Both of these novels focus on people of approximately the same social class (the Moreys start out as the sort who'd have dinner with the Farnsworths, but wind up as the sort who'd hire them), and both explore the submerged anxieties of the conventionally successful. But where Ferris tests his characters by ushering them into a realm of fablelike affliction, Dee prefers the waspish scrutiny of satire. He describes a discomfited woman as laughing "as if she were being filmed laughing," and a high-end hospice center, staffed by "drably luminous avatars of selflessness," as decorated by a small lake that's "plainly man-made and perfunctory-seeming, a kind of trope of serenity." The influence of Jonathan Franzen's "Corrections" can be felt on every page of "The Privileges," but unlike Franzen's feckless and self-deluding Lambert clan, the Moreys are without obvious frailties, an invulnerability that itself, in time, becomes a flaw.

Adam and Cynthia don't meet with any expected comeuppance. They don't cheat on each other, don't abuse substances or wallow in grotesque self-indulgence. Adam manages to start and then extricate himself from an illegal and highly lucrative insider-trading operation without suffering any repercussions, but then Cynthia compensates by funneling a goodly chunk of their wealth into a vast charitable foundation. So triumphant is their union that it seems to stunt the people around them — most notably their children, April and Jonas — who are cast into the roles of attendants, supplicants and admirers.

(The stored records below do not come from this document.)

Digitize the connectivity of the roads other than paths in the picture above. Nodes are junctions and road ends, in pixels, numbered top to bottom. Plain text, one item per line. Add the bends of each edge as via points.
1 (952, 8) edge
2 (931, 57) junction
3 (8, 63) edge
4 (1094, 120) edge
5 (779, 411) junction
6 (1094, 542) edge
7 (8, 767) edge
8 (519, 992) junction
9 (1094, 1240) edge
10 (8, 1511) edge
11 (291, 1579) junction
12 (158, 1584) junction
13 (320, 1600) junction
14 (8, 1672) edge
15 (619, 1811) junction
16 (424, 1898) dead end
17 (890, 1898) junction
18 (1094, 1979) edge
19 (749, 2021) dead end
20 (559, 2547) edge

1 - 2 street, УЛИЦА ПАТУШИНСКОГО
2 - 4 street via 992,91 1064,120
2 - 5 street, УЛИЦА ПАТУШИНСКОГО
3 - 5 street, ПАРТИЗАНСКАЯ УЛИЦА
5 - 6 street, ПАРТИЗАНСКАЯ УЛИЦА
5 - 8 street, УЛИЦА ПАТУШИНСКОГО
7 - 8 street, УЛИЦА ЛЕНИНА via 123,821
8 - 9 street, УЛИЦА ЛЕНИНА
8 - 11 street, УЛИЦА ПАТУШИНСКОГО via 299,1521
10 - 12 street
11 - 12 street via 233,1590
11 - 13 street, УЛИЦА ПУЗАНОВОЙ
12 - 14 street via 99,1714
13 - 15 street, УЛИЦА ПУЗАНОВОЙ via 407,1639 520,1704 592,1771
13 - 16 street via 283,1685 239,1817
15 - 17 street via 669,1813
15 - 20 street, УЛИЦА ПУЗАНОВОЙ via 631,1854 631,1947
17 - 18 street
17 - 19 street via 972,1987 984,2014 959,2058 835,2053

April becomes a clubbing socialite who can't seem to help "hanging out with the same stupid people doing the same stupid shit even though I don't really want to ... I mean, what am I supposed to do with my time?" Jonas makes a fanatical pursuit of authenticity; he's the kind of kid who for Christmas asks for "all twelve volumes of the Alan Lomax Library of Congress recordings, on vinyl" and shacks up with his grad student girlfriend in much shabbier circumstances than he can afford. His efforts to renounce the privileges bestowed on him by his parents, like April's attempts to drown in them, lead to disaster.

"The Privileges" is shrewdly realistic, even a bit gossipy; "The Unnamed" is the artier of the two novels, unfolding in a hushed, shadowed dimension located somewhere between myth and a David Mamet play. Readers of "Then We Came to the End" will find less humor in this book, although Tim's efforts to cling to his job while in the throes of his disorder do allow for some of the barbed office politics that made "Then We Came to the End" so invigorating. Nevertheless, Tim's battle against his condition proceeds as a relentless stripping of ephemera, a return to the primal and the eternal, and as the novel goes along, everything specific, everything of the moment, falls away.

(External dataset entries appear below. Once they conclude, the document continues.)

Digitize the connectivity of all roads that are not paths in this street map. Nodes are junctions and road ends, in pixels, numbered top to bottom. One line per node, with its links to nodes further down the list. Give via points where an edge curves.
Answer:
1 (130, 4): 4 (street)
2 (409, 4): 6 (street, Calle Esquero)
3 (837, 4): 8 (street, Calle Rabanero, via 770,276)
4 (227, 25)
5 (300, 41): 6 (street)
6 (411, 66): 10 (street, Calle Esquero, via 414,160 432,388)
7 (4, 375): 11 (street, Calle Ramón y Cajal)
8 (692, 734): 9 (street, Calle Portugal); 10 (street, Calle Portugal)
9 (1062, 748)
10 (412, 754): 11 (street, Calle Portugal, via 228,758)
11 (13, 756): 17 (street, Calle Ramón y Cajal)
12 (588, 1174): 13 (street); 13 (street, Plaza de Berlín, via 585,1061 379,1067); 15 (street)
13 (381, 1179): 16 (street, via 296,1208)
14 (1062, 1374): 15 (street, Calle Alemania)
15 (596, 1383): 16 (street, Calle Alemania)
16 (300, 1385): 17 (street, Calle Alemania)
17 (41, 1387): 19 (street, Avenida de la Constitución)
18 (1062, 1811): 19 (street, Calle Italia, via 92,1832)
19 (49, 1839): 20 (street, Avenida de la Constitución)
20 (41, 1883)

The temptation to equate Tim's illness with something more familiar is inevitable: It could symbolize any addiction or compulsion or, just as easily, illness itself. Much of what he and his family endure — the endless rounds of consultations with doctors, the hopes raised and crushed, the rage and defiance in the afflicted, the soul-searching of the caretakers, the friends and colleagues whose sympathy fades to neglect as they get on with their lives, the glimpses of transcendence in ordinary experience — is experienced by most everyone hit by a serious, chronic disease. Yet what's wrong with Tim has no discernible cause; it is unnamed and his alone, making it even harder to bear.

I suspect Ferris would resist any simple correspondence between Tim's disorder and, say, cancer or alcoholism. Tim is at war with his body, a situation which is, after all and eventually, common to every human being. His work, his passion for Jane, his clumsy love for their daughter, his will and his own name, his very identity — all of these are the weapons he marshals in that war. Yet even life's winners are destined to lose in the end; the only real redemption lies in the grace with which we meet our defeat. No one ever gets to master the universe.


By Laura Miller

Laura Miller is the author of "The Magician's Book: A Skeptic's Adventures in Narnia."